[DATA EXCERPTS]
=====
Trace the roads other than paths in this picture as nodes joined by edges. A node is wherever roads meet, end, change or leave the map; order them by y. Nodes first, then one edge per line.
=====
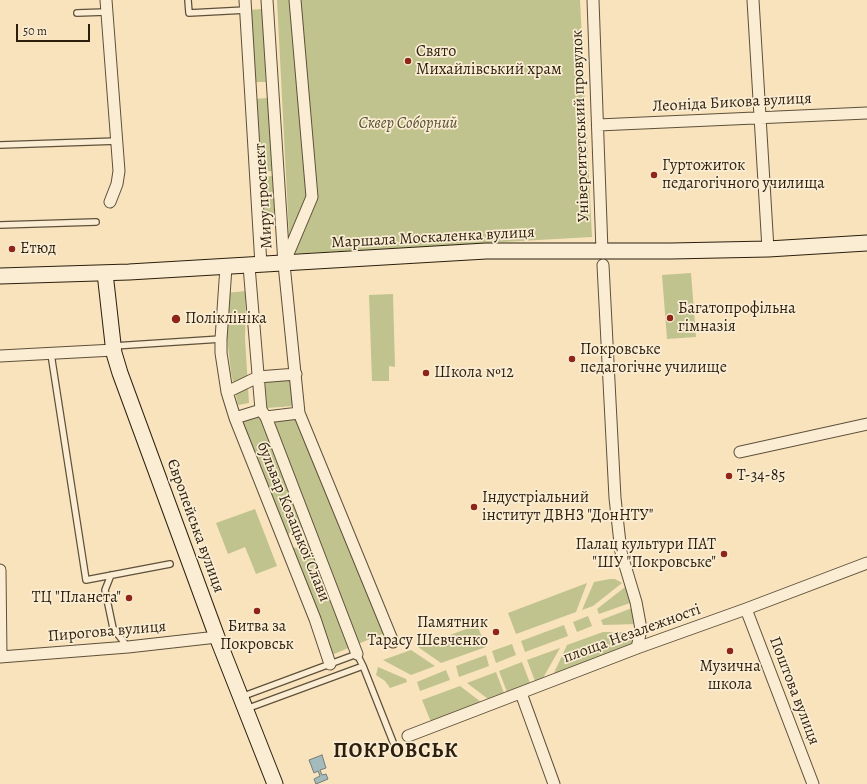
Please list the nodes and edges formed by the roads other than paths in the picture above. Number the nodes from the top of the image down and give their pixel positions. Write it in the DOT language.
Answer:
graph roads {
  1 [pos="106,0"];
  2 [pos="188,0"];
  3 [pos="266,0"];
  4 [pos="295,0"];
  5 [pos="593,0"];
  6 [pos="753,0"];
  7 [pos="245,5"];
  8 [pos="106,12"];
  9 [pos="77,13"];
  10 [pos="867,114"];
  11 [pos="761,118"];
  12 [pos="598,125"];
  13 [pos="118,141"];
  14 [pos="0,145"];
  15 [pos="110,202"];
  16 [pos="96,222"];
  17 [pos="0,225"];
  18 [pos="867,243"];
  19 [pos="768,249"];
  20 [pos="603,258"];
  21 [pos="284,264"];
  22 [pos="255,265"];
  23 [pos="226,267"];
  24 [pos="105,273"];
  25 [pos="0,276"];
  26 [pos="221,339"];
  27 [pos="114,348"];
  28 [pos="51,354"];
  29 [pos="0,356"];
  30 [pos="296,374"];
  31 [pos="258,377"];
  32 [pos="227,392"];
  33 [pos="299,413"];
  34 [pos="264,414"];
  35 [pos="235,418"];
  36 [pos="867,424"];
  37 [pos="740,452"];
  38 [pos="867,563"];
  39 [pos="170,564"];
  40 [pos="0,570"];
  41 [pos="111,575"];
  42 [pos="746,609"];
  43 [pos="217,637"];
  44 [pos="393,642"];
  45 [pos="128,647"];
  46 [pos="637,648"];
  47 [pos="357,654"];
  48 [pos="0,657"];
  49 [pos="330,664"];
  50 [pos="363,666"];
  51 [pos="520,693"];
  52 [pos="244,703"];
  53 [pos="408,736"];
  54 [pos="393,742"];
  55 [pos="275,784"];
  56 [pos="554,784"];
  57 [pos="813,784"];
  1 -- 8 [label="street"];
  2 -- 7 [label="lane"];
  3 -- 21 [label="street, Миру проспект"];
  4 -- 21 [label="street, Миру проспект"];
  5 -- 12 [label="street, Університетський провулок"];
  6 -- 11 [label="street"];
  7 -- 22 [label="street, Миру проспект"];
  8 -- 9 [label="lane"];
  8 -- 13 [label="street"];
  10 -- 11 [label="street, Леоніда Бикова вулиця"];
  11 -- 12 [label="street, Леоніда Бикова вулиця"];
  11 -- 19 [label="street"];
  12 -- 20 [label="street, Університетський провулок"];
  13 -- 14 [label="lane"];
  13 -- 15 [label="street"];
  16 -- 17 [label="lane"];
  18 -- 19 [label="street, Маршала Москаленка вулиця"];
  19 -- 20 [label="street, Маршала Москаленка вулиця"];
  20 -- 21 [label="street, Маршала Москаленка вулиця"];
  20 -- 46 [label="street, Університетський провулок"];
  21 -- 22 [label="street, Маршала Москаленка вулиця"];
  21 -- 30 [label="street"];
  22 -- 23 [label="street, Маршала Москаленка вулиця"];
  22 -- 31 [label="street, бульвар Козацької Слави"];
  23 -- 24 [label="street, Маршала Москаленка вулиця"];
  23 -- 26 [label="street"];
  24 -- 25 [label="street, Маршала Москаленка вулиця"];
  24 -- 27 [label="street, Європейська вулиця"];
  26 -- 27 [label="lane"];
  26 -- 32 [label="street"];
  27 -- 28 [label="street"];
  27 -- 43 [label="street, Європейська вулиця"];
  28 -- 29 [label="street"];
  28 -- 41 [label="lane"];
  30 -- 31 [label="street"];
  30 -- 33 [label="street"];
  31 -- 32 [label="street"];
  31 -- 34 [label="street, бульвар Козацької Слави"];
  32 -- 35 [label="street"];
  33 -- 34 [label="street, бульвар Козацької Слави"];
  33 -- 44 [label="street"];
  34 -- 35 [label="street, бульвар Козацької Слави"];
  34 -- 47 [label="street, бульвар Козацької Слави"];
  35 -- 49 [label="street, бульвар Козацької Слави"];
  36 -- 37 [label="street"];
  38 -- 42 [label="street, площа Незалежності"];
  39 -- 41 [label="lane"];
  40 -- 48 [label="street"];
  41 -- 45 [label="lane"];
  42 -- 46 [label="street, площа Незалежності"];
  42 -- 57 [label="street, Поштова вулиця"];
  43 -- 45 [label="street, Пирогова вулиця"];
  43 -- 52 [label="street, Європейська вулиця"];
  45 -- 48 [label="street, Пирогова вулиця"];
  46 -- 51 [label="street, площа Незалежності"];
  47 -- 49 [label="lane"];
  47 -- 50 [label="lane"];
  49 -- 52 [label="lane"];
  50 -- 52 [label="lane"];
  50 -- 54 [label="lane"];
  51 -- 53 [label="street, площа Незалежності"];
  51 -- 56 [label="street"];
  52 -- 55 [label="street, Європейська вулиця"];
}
=====
Filter the listing above for lines with the word "than", and copy each one you find.

Trace the roads other than paths in this picture as nodes joined by edges. A node is wherever roads meet, end, change or leave the map; order them by y. Nodes first, then one edge per line.
Please list the nodes and edges formed by the roads other than paths in the picture above. Number the nodes from the top of the image down and give their pixel positions. Write it in the DOT language.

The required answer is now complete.